PROBLEM TO WORK ON: Your answer should consist of each line from the data below that contains "junction".

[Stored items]
------------------------

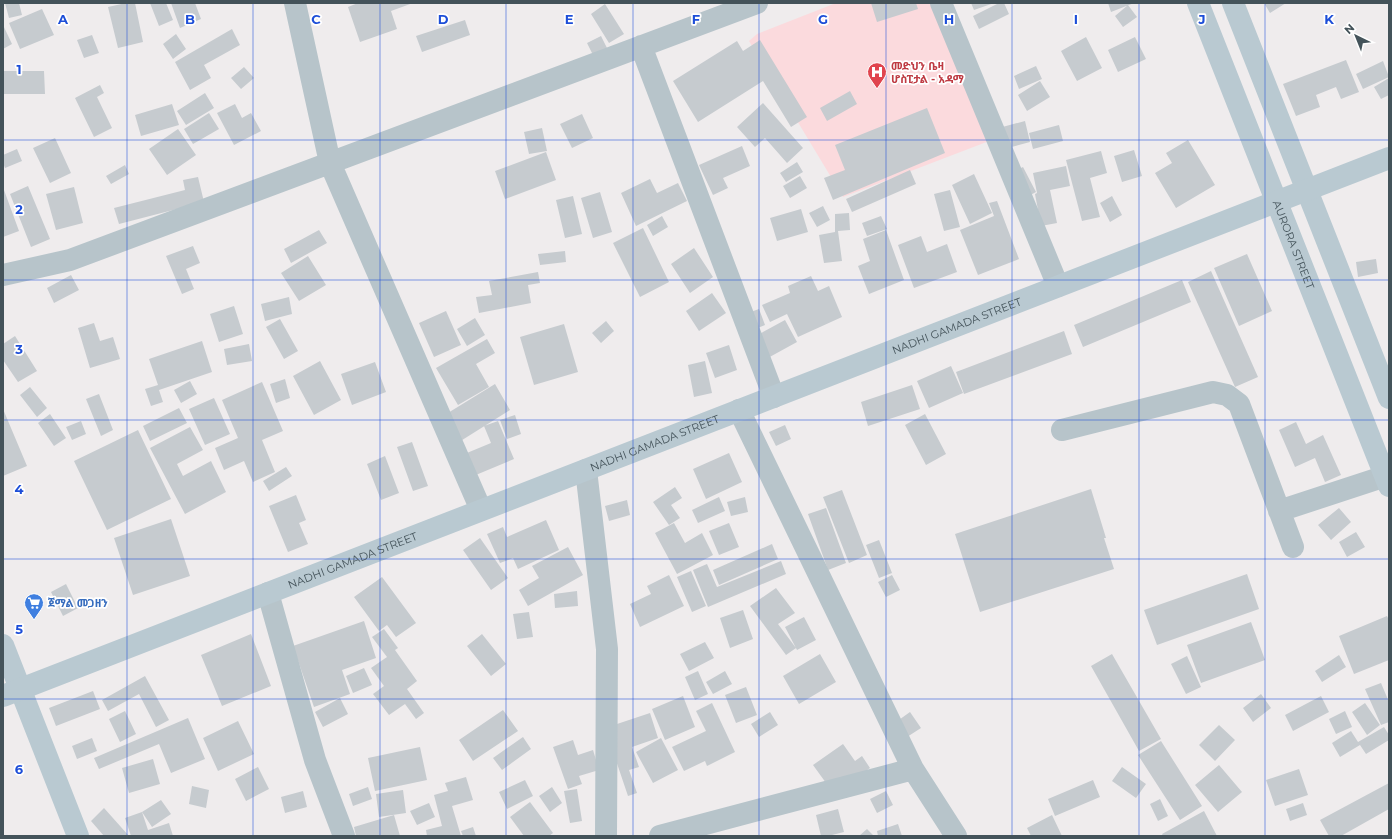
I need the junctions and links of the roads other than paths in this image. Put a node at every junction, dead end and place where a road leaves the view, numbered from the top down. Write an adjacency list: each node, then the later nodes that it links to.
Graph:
1 (295, 3): 8 (street)
2 (941, 3): 12 (street)
3 (1198, 3): 10 (street, AURORA STREET)
4 (1233, 3): 9 (street)
5 (749, 4): 6 (street)
6 (641, 46): 8 (street); 13 (street)
7 (1389, 158): 9 (street, NADHI GAMADA STREET)
8 (330, 163): 11 (street); 19 (street)
9 (1306, 190): 10 (street, NADHI GAMADA STREET); 14 (street)
10 (1276, 202): 12 (street, NADHI GAMADA STREET); 18 (street, AURORA STREET)
11 (3, 275)
12 (1058, 286): 13 (street, NADHI GAMADA STREET)
13 (774, 397): 15 (street, NADHI GAMADA STREET)
14 (1389, 398)
15 (738, 410): 17 (street, NADHI GAMADA STREET); 25 (street)
16 (1062, 430): 20 (street)
17 (586, 470): 19 (street, NADHI GAMADA STREET); 28 (street)
18 (1388, 479): 20 (street)
19 (481, 510): 22 (street, NADHI GAMADA STREET)
20 (1279, 511): 21 (street)
21 (1293, 547)
22 (268, 593): 24 (street, NADHI GAMADA STREET); 27 (street)
23 (3, 645): 24 (street)
24 (12, 693): 26 (street)
25 (913, 769): 29 (street); 30 (street)
26 (78, 836)
27 (344, 836)
28 (606, 836)
29 (660, 836)
30 (956, 836)

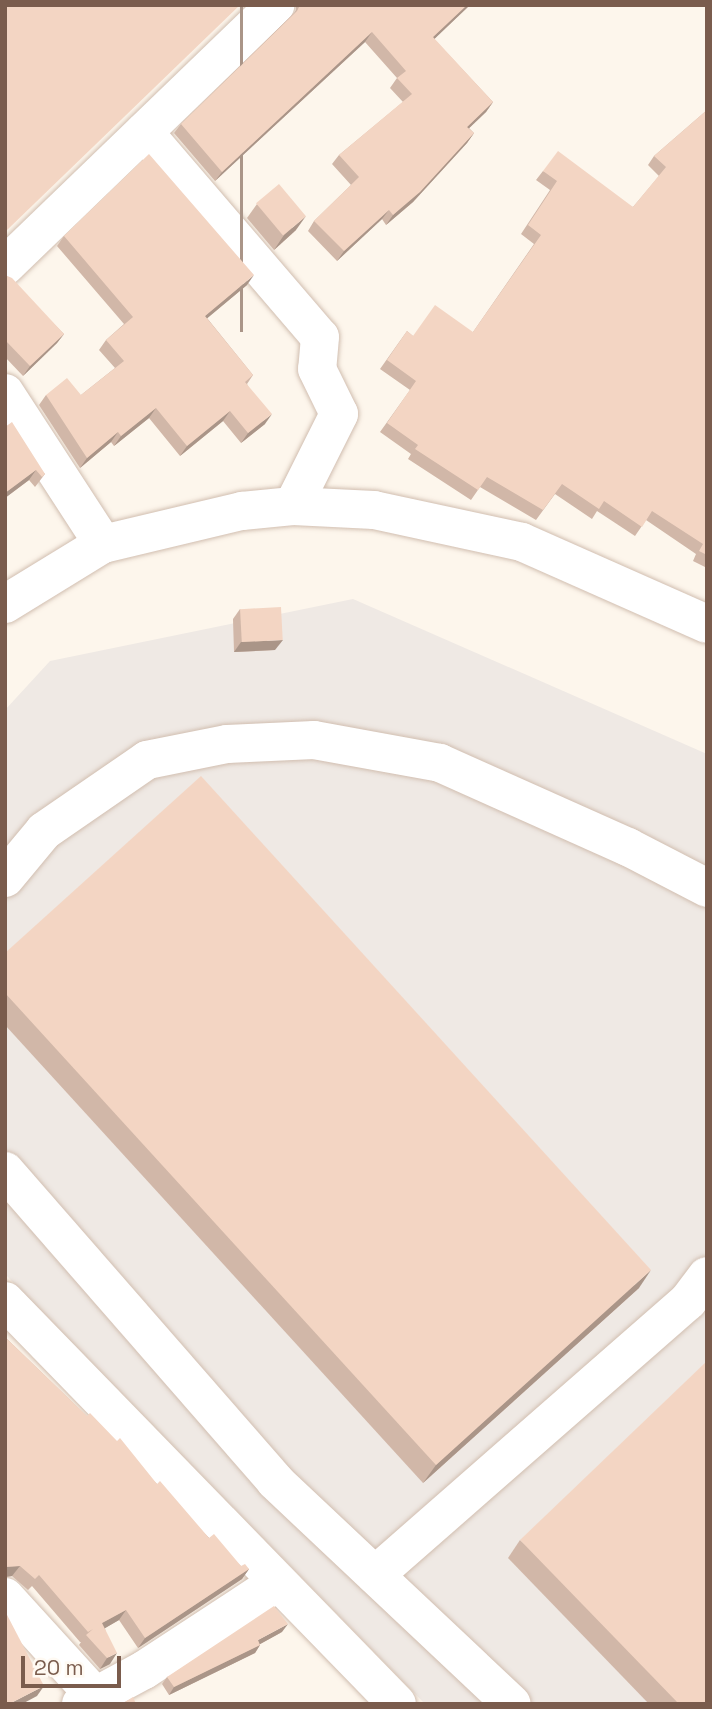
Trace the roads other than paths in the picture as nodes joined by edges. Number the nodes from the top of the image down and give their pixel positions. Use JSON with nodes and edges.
{"nodes":[{"id":1,"x":275,"y":5,"type":"edge"},
{"id":2,"x":144,"y":132,"type":"junction"},
{"id":3,"x":5,"y":266,"type":"edge"},
{"id":4,"x":5,"y":393,"type":"edge"},
{"id":5,"x":293,"y":506,"type":"junction"},
{"id":6,"x":103,"y":544,"type":"junction"},
{"id":7,"x":5,"y":604,"type":"edge"},
{"id":8,"x":707,"y":624,"type":"edge"},
{"id":9,"x":5,"y":878,"type":"edge"},
{"id":10,"x":707,"y":888,"type":"edge"},
{"id":11,"x":5,"y":1171,"type":"edge"},
{"id":12,"x":707,"y":1276,"type":"edge"},
{"id":13,"x":5,"y":1301,"type":"edge"},
{"id":14,"x":375,"y":1575,"type":"junction"},
{"id":15,"x":278,"y":1583,"type":"junction"},
{"id":16,"x":5,"y":1597,"type":"edge"},
{"id":17,"x":88,"y":1700,"type":"edge"},
{"id":18,"x":397,"y":1704,"type":"edge"},
{"id":19,"x":512,"y":1704,"type":"edge"}],
"edges":[{"from":1,"to":2,"type":"street"},
{"from":2,"to":3,"type":"street"},
{"from":2,"to":5,"type":"street"},
{"from":4,"to":6,"type":"street"},
{"from":5,"to":6,"type":"street"},
{"from":5,"to":8,"type":"street"},
{"from":6,"to":7,"type":"street"},
{"from":9,"to":10,"type":"street"},
{"from":11,"to":14,"type":"street"},
{"from":12,"to":14,"type":"street"},
{"from":13,"to":15,"type":"street"},
{"from":14,"to":19,"type":"street"},
{"from":15,"to":17,"type":"street"},
{"from":15,"to":18,"type":"street"},
{"from":16,"to":17,"type":"street"}]}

------------------------

RESULT BELOW:
I need the junctions and links of the roads other than paths in this image. Put a node at every junction, dead end and place where a road leaves the view, numbered from the top down. Write an adjacency list: each node, then the later nodes that it links to.
{"id":2,"x":144,"y":132,"type":"junction"},
{"id":5,"x":293,"y":506,"type":"junction"},
{"id":6,"x":103,"y":544,"type":"junction"},
{"id":14,"x":375,"y":1575,"type":"junction"},
{"id":15,"x":278,"y":1583,"type":"junction"},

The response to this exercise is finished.